QALIBRA - Cluster Meeting Report and Minutes from the 2nd Cluster meeting of the QALIBRA and BENERIS projects

Published:

01/02/2008

Authors:

Helga Gunnlaugsdóttir, Björn Þorgilsson

Supported by:

European Commission, Matís, CSL, RIVM, WU, Upatras, Altagra, Ipimar

QALIBRA - Cluster Meeting Report and Minutes from the 2nd Cluster meeting of the QALIBRA and BENERIS projects

This project report describes a joint meeting of two European projects called QALIBRA and BENERIS. The meeting was held in Helsinki, Finland from 6 to 9 November 2007. Both projects fall under Priority 5, Food Quality & Safety in the 6th EU Research Program and share some work components. The purpose of the meeting was:

1) Audit of two EU regulators on the work of the projects for the first 18 months

2) Ensure the flow of information between projects and discuss ongoing collaboration

3) Comments and proposals of the reference advisory committee of the projects on the work and the continuation

QALIBRA, or “Quality of Life - Integarted Benefit and Risk Analysis. Web-based tool for assessing food safety and health benefits, ”abbreviated QALIBRA (Heilsuvogin in Icelandic), is a three-and-a-half-year project led by Matís. The project manager is Helga Gunnlaugsdóttir, department manager at Matís. The aim of the QALIBRA project is to develop quantitative methods to assess both the positive and negative effects of food ingredients on human health. The goal is to present these methods in a computer program that will be open and accessible to all stakeholders on the web. The aim of the BENERIS project is to create a methodology for dealing with complex benefit-risk situations, and then use them to assess the benefits / risks that certain types of food can bring. The first type of food that will be used in the development of this methodology is seafood. This report describes the discussions and the main conclusions of the meeting.
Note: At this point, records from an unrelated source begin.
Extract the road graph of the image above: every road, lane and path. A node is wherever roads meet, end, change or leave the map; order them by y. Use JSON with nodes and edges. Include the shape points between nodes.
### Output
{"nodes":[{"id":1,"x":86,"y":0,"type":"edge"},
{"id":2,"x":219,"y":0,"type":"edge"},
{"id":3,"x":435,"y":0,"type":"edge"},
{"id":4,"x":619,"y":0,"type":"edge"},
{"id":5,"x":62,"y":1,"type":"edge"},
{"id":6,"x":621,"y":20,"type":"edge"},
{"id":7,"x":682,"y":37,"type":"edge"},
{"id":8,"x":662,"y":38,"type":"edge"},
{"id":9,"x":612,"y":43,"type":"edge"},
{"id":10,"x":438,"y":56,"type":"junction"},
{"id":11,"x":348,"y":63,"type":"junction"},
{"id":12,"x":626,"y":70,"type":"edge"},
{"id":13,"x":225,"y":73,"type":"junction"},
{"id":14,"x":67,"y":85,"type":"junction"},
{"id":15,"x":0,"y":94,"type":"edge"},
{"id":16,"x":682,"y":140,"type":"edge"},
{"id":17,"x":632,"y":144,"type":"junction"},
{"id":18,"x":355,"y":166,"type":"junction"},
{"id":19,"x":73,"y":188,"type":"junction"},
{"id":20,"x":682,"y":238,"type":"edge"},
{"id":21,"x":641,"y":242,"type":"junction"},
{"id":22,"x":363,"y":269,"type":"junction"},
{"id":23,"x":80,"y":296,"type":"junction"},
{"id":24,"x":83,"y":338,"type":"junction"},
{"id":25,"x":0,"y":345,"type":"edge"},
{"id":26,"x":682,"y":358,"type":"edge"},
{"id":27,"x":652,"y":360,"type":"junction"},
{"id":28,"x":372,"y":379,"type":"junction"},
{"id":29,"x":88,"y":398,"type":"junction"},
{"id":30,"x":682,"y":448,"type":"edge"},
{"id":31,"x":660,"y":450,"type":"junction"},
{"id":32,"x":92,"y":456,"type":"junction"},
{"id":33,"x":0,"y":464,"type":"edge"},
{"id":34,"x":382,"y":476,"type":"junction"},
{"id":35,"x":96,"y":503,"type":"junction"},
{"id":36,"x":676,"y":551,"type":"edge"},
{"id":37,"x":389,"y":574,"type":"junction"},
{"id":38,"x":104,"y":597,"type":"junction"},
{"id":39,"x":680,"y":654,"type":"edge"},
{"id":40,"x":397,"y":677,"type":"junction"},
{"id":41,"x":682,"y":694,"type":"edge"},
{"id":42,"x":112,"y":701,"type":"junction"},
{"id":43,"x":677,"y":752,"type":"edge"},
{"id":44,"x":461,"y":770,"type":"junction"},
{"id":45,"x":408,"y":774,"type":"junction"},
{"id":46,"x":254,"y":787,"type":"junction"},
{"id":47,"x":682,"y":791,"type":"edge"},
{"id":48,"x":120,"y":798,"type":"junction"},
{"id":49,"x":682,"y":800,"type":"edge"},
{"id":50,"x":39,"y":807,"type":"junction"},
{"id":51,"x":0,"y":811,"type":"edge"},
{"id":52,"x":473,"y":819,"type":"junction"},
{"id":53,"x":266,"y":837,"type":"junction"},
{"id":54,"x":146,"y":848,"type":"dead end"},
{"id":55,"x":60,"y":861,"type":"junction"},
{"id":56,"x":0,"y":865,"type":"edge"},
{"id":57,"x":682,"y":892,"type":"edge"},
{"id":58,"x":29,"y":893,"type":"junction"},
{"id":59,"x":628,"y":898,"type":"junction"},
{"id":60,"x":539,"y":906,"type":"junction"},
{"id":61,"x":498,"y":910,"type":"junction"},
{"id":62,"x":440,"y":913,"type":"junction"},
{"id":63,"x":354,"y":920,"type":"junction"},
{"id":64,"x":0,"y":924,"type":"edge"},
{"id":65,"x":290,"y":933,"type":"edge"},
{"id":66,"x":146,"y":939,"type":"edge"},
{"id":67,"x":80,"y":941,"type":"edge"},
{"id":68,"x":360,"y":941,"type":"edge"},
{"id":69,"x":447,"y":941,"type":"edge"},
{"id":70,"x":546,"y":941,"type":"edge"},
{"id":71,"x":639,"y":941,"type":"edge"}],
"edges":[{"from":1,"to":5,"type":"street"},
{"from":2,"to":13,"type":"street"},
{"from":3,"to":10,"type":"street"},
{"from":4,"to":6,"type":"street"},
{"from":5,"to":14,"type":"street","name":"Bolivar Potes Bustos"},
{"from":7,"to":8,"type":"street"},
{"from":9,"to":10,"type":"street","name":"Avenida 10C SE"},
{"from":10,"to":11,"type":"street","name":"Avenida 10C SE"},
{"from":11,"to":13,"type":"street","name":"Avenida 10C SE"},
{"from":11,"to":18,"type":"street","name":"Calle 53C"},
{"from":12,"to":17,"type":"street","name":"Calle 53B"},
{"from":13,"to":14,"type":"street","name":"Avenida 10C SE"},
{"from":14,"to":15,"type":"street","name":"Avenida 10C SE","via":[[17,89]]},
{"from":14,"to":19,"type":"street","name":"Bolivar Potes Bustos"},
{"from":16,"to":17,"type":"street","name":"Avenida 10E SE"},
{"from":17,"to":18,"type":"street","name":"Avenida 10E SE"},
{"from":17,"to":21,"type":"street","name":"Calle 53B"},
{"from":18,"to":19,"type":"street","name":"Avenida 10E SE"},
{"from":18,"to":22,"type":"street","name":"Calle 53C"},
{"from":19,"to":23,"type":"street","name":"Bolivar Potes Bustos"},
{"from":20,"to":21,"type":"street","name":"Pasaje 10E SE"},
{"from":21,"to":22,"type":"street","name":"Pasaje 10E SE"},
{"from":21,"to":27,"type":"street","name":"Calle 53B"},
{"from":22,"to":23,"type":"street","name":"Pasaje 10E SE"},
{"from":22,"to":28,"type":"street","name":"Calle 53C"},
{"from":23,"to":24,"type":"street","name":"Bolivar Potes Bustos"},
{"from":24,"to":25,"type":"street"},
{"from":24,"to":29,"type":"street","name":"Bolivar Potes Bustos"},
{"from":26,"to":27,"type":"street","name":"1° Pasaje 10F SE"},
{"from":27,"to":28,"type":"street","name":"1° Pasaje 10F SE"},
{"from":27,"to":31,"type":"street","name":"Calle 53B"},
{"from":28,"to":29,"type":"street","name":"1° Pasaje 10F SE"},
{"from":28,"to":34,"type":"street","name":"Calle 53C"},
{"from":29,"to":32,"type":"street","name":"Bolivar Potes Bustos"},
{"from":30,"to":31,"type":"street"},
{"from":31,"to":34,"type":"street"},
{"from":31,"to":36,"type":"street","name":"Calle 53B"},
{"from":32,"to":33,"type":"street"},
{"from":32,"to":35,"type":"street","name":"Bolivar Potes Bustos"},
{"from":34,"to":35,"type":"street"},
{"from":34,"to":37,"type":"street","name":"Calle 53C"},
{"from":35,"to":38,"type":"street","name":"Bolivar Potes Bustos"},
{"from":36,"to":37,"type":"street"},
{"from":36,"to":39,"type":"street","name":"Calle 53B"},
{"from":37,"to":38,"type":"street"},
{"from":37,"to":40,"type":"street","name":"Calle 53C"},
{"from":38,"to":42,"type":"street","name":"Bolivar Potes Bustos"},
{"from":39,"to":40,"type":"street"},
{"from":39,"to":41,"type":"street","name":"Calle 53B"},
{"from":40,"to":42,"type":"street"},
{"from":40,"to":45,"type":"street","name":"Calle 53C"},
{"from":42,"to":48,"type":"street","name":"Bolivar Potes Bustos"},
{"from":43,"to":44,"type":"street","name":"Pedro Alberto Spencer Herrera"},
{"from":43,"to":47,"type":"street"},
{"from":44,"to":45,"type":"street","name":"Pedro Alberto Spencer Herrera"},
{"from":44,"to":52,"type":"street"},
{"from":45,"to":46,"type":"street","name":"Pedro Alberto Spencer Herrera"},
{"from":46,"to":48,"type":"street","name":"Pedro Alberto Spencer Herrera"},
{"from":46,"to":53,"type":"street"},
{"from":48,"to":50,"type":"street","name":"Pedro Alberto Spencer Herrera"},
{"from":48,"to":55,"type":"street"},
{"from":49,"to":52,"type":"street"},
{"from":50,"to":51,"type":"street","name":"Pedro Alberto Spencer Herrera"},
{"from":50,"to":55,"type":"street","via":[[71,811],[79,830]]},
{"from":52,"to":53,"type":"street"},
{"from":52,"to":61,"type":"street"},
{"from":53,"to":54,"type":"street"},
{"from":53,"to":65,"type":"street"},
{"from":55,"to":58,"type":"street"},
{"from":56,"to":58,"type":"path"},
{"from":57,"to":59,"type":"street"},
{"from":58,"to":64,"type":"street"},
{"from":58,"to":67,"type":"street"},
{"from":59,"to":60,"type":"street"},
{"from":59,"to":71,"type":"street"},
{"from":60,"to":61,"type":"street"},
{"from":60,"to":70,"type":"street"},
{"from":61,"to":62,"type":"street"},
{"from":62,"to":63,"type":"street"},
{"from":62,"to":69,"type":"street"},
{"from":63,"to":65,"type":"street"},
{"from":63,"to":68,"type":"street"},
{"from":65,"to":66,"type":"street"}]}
This report is a summary of the 2nd Cluster meeting of the QALIBRA and the BENERIS projects in Helsinki, Finland, November 6-9th, 2007. Both projects are funded by the EC´s 6th framework program, and have the same contract starting dates and a common workpackage (WP6) for cluster activities. Both projects began on April 1st 2006 and will run until October 2009, or for 42 months. This report contains results of the discussions that took place and the actions defined, while the overheads presented during the meeting are compiled in an Annex to the report. The overall objective of QALIBRA is to develop a suite of quantitative methods for assessing and integrating beneficial and adverse effects of foods and making them available to all stakeholders as web-based software for assessing and communicating net health impacts. The overall objective of BENERIS is to create a framework for handling complicated benefit-risk situations and apply it for analysis of the benefits and risks of certain foods. The first food commodity to be used in the development of the methodology is seafood.

The objective of the Cluster meeting was:

1) Evaluation (by two independent experts appointed by the EC) of activities from the beginning of the projects until the meeting

2) Sharing of information on scientific progress and plans between Qalibra and Beneris, as well as planning of further cluster activities

3) Obtain feedback and advice from the Qalibra / Beneris Scientific Advisory Panel (SAP)

This report contains results of the discussions that took place and the actions defined.